Histograms (3) — current unit ms (convergence target s):

Instrument Target unit Current unit Convergence
mxgateway.workers.startup.duration "s" "ms" ⚠ Convert ms→s on adoption
mxgateway.commands.duration "s" "ms" ⚠ Convert ms→s on adoption
mxgateway.events.stream_send.duration "s" "ms" ⚠ Convert ms→s on adoption

Observable gauges (4):

Instrument Unit Description
mxgateway.sessions.open "1" Currently open sessions (live count)
mxgateway.workers.running "1" Currently running worker processes
mxgateway.events.worker_queue.depth "1" Per-worker event queue depth
mxgateway.events.grpc_stream_queue.depth "1" Per-stream gRPC send queue depth

No ActivitySources today (no tracing). Adding ZB.MOM.WW.MxGateway as an ActivitySource is left per-project (deferred to GAPS backlog).

6.3 ScadaBridge — ZB.MOM.WW.ScadaBridge meter

No meter or instruments exist today (OpenTelemetry.Api is a dangling ref). The target meter name ZB.MOM.WW.ScadaBridge is reserved. Instruments are defined as part of the ScadaBridge adoption tracked in ../GAPS.md.

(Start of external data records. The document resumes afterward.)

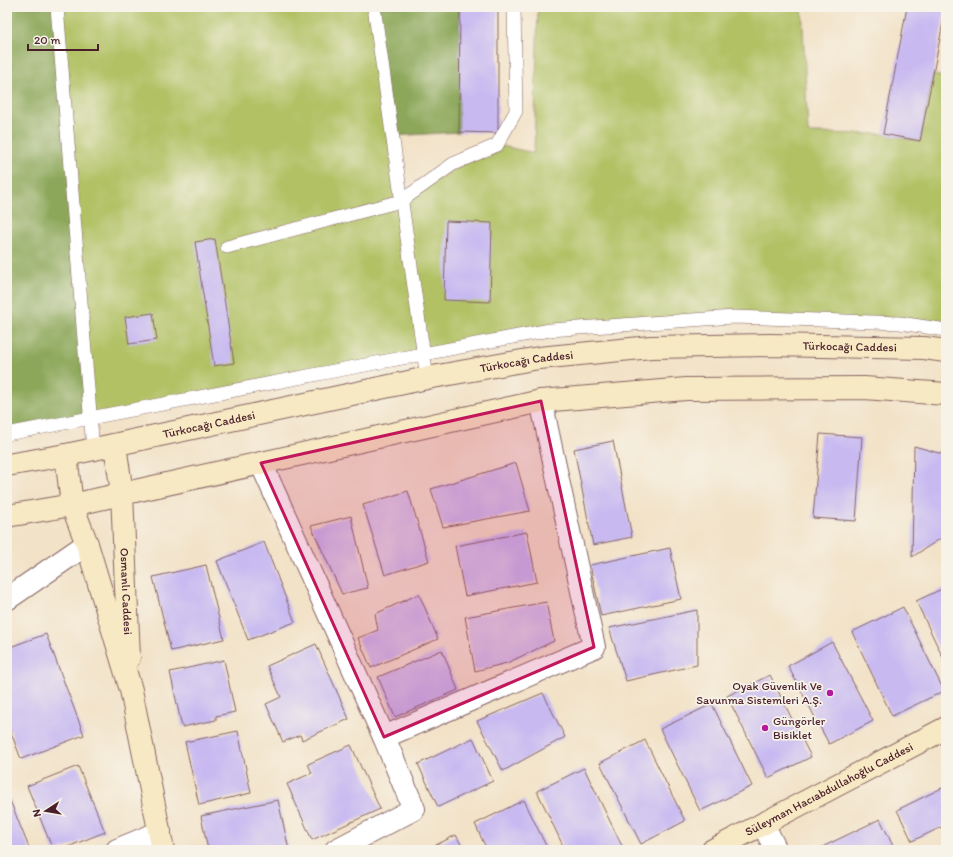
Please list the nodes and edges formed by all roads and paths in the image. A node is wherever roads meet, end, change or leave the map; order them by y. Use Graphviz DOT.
graph roads {
  1 [pos="56,7"];
  2 [pos="374,7"];
  3 [pos="514,7"];
  4 [pos="401,200"];
  5 [pos="227,247"];
  6 [pos="946,330"];
  7 [pos="946,350"];
  8 [pos="423,354"];
  9 [pos="427,378"];
  10 [pos="946,394"];
  11 [pos="541,401"];
  12 [pos="91,418"];
  13 [pos="7,434"];
  14 [pos="115,445"];
  15 [pos="94,450"];
  16 [pos="66,455"];
  17 [pos="261,463"];
  18 [pos="7,464"];
  19 [pos="122,493"];
  20 [pos="72,505"];
  21 [pos="7,516"];
  22 [pos="87,544"];
  23 [pos="7,599"];
  24 [pos="131,690"];
  25 [pos="946,728"];
  26 [pos="384,737"];
  27 [pos="763,824"];
  28 [pos="162,841"];
  29 [pos="117,850"];
  30 [pos="336,850"];
  31 [pos="713,850"];
  32 [pos="776,850"];
  1 -- 12 [label="lane"];
  2 -- 4 [label="lane"];
  3 -- 4 [label="lane"];
  4 -- 5 [label="lane"];
  4 -- 8 [label="lane"];
  6 -- 8 [label="lane"];
  7 -- 9 [label="main road, Türkocağı Caddesi"];
  8 -- 9 [label="lane"];
  8 -- 12 [label="lane"];
  9 -- 14 [label="main road, Türkocağı Caddesi"];
  10 -- 11 [label="main road"];
  11 -- 17 [label="main road"];
  11 -- 26 [label="street"];
  12 -- 13 [label="lane"];
  12 -- 15 [label="lane"];
  14 -- 15 [label="main road, Türkocağı Caddesi"];
  14 -- 19 [label="main road, Osmanlı Caddesi"];
  15 -- 16 [label="main road, Türkocağı Caddesi"];
  16 -- 18 [label="main road"];
  16 -- 20 [label="main road, Osmanlı Caddesi"];
  17 -- 19 [label="main road"];
  17 -- 26 [label="street"];
  19 -- 20 [label="main road"];
  19 -- 24 [label="main road, Osmanlı Caddesi"];
  20 -- 21 [label="main road"];
  20 -- 22 [label="main road, Osmanlı Caddesi"];
  22 -- 23 [label="street"];
  22 -- 24 [label="main road, Osmanlı Caddesi"];
  24 -- 28 [label="main road, Osmanlı Caddesi"];
  25 -- 27 [label="main road, Süleyman Hacıabdullahoğlu Caddesi"];
  26 -- 30 [label="street"];
  27 -- 31 [label="main road, Süleyman Hacıabdullahoğlu Caddesi"];
  27 -- 32 [label="street"];
  28 -- 29 [label="street"];
}
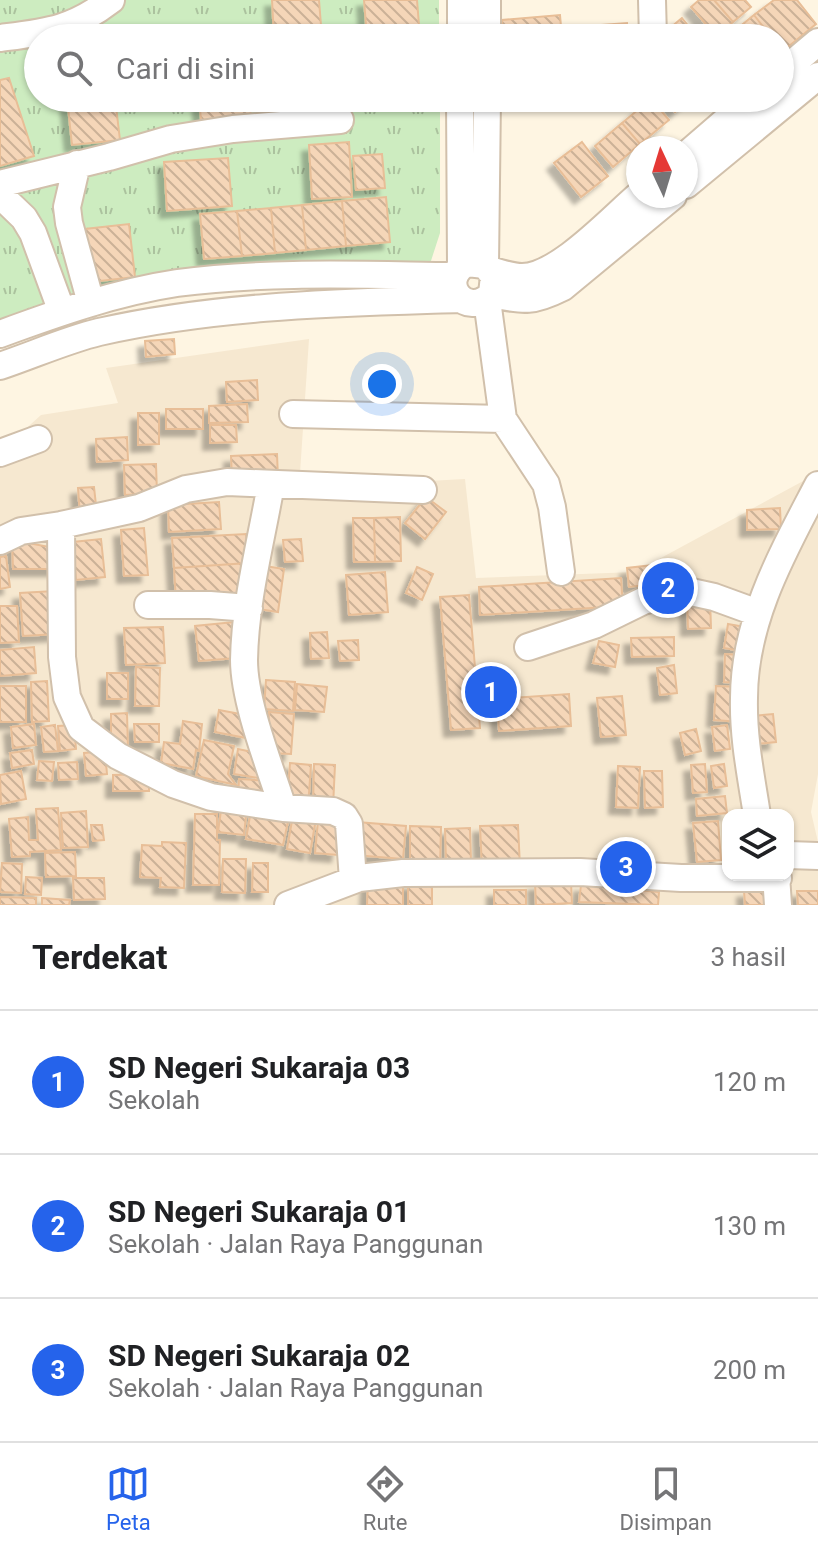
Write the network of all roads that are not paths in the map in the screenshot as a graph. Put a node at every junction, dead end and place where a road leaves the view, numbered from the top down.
1 (111, 0) edge
2 (461, 0) edge
3 (487, 0) edge
4 (653, 1) edge
5 (74, 24) edge
6 (461, 24) edge
7 (487, 24) edge
8 (653, 24) edge
9 (24, 34) edge
10 (0, 38) edge
11 (818, 42) edge
12 (794, 62) edge
13 (818, 76) edge
14 (794, 92) edge
15 (461, 112) edge
16 (486, 112) edge
17 (739, 112) edge
18 (763, 112) edge
19 (340, 120) dead end
20 (699, 154) edge
21 (77, 164) junction
22 (0, 184) edge
23 (0, 195) edge
24 (626, 206) edge
25 (67, 207) junction
26 (658, 208) edge
27 (24, 218) junction
28 (476, 282) junction
29 (91, 303) junction
30 (62, 312) junction
31 (0, 334) edge
32 (0, 366) edge
33 (293, 414) dead end
34 (503, 419) junction
35 (38, 439) dead end
36 (0, 453) edge
37 (271, 484) junction
38 (818, 485) edge
39 (423, 490) dead end
40 (61, 525) junction
41 (0, 541) edge
42 (561, 572) dead end
43 (148, 605) dead end
44 (249, 608) junction
45 (758, 613) junction
46 (528, 647) dead end
47 (283, 808) junction
48 (756, 809) edge
49 (722, 873) edge
50 (353, 880) junction
51 (787, 881) edge
52 (288, 905) edge
53 (778, 905) edge

1 - 5 street
2 - 6 street
3 - 7 street
4 - 8 street
9 - 10 street
11 - 12 street
13 - 14 street
15 - 28 street
16 - 28 street
17 - 20 street
18 - 20 street
19 - 21 street
21 - 22 street
21 - 25 street
23 - 27 street
24 - 28 street
25 - 27 street
25 - 29 street
26 - 28 street
27 - 30 street
28 - 29 street
28 - 32 street
28 - 34 street
29 - 30 street
30 - 31 street
33 - 34 street
34 - 42 street
35 - 36 street
37 - 39 street
37 - 40 street
37 - 44 street
38 - 45 street
40 - 41 street
40 - 47 street
43 - 44 street
44 - 47 street
45 - 46 street
45 - 48 street
47 - 50 street
49 - 50 street
50 - 52 street
51 - 53 street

Consequences and convergence items (accepted)

Item Scope Severity
MxGateway meter rename MxGateway.ServerZB.MOM.WW.MxGateway MxGateway adoption Breaking — requires relabeling in Prometheus config and dashboards
MxGateway histogram unit mss (3 instruments) MxGateway adoption Breaking — values change by factor 1 000; dashboards need updating
ScadaBridge instrument set TBD ScadaBridge adoption No existing surface to converge — define from scratch

All three items are tracked as backlog entries in ../GAPS.md. The ms→s migration is the highest-priority convergence item because leaving it unresolved means MxGateway's durations are incompatible with OtOpcUa's in any shared Prometheus / Grafana workspace.